» **About this exercise**:
The output should be all lines of the entries below in which the word "中野通り" occurs.
*** Block opens ***
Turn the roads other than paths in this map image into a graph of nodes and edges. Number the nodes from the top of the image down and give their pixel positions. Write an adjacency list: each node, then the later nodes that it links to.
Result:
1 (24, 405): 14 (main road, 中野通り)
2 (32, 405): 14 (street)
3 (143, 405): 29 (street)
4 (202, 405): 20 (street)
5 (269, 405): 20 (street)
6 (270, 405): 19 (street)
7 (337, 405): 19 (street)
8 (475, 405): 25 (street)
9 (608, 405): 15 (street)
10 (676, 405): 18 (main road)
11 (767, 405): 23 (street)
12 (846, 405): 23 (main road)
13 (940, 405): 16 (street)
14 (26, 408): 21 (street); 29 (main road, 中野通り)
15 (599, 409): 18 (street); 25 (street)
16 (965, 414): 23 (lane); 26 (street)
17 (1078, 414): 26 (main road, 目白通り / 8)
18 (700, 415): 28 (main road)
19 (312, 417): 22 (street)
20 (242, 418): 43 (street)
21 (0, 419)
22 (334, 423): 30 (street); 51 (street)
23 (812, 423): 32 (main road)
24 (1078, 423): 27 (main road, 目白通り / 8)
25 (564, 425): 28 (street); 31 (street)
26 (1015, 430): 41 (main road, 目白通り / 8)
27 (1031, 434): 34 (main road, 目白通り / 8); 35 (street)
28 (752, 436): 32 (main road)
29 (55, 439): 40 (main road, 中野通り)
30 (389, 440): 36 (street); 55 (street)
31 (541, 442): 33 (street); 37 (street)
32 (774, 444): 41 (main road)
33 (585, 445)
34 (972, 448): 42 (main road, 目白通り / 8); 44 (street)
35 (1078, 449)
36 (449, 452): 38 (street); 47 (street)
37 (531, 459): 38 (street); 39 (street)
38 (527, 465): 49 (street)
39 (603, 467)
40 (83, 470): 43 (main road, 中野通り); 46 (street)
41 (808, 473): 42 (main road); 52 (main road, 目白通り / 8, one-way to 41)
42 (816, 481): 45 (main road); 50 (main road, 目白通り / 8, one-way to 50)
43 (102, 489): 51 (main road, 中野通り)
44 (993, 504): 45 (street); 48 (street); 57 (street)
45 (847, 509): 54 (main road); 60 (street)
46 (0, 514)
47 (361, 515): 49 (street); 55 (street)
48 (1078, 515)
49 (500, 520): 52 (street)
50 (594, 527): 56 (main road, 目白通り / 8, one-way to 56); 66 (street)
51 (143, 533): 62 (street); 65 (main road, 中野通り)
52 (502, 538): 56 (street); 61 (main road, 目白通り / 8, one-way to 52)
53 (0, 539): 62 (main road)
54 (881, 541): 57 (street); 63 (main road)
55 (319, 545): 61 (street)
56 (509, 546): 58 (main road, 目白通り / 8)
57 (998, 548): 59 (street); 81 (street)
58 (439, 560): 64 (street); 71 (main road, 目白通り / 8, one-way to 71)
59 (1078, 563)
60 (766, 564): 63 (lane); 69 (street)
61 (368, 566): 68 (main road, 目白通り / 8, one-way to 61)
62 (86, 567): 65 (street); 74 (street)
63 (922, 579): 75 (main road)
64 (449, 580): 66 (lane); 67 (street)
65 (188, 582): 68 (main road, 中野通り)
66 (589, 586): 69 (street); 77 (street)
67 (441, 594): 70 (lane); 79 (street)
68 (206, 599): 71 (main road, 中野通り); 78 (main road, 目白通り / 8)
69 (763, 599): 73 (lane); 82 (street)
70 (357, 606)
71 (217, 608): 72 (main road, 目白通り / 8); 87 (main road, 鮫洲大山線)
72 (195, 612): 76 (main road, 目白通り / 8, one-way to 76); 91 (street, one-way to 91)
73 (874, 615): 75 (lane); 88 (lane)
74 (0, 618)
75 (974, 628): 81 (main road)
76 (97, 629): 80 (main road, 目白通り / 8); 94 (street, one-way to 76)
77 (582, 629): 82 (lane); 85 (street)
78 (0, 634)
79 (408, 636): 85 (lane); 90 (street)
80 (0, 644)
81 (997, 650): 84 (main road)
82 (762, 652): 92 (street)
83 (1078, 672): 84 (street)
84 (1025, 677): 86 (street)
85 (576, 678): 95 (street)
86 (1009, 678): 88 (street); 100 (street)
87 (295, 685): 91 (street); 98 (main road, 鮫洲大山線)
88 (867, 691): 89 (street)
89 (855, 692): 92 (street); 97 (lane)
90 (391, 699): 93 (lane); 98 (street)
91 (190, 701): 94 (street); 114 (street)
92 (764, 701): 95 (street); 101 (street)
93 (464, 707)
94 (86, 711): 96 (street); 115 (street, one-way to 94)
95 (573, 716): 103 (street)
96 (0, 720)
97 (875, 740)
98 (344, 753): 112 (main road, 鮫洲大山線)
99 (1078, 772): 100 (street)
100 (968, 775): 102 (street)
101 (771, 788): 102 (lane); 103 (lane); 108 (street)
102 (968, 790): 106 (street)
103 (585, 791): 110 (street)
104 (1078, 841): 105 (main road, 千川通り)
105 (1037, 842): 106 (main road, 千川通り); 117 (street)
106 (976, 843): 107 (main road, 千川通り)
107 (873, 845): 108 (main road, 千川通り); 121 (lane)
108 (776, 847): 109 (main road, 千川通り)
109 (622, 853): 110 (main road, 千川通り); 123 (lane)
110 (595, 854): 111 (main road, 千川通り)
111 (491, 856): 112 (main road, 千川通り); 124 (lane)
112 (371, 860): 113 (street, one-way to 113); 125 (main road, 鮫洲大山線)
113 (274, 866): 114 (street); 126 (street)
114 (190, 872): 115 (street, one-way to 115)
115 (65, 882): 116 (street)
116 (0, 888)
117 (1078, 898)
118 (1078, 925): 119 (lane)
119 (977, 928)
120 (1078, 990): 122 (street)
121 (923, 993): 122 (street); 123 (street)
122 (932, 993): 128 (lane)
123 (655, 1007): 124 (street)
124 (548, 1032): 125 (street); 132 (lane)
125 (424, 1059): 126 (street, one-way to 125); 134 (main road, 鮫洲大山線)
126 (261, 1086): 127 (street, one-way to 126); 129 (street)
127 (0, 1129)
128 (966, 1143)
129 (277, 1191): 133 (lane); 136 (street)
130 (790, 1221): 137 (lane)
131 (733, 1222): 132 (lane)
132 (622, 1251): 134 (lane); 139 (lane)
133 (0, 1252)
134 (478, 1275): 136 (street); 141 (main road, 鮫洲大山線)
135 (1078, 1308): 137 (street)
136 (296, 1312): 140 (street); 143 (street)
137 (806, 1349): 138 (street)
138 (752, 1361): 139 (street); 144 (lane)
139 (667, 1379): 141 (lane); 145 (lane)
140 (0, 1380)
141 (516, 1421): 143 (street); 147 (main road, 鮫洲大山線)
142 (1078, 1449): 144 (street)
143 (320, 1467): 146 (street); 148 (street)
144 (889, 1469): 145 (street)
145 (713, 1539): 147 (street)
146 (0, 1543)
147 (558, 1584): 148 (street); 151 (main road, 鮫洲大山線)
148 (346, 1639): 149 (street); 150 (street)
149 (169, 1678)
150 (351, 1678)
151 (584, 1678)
*** Block closes ***
» **Result for this exercise**:
1 (24, 405): 14 (main road, 中野通り)
14 (26, 408): 21 (street); 29 (main road, 中野通り)
29 (55, 439): 40 (main road, 中野通り)
40 (83, 470): 43 (main road, 中野通り); 46 (street)
43 (102, 489): 51 (main road, 中野通り)
51 (143, 533): 62 (street); 65 (main road, 中野通り)
65 (188, 582): 68 (main road, 中野通り)
68 (206, 599): 71 (main road, 中野通り); 78 (main road, 目白通り / 8)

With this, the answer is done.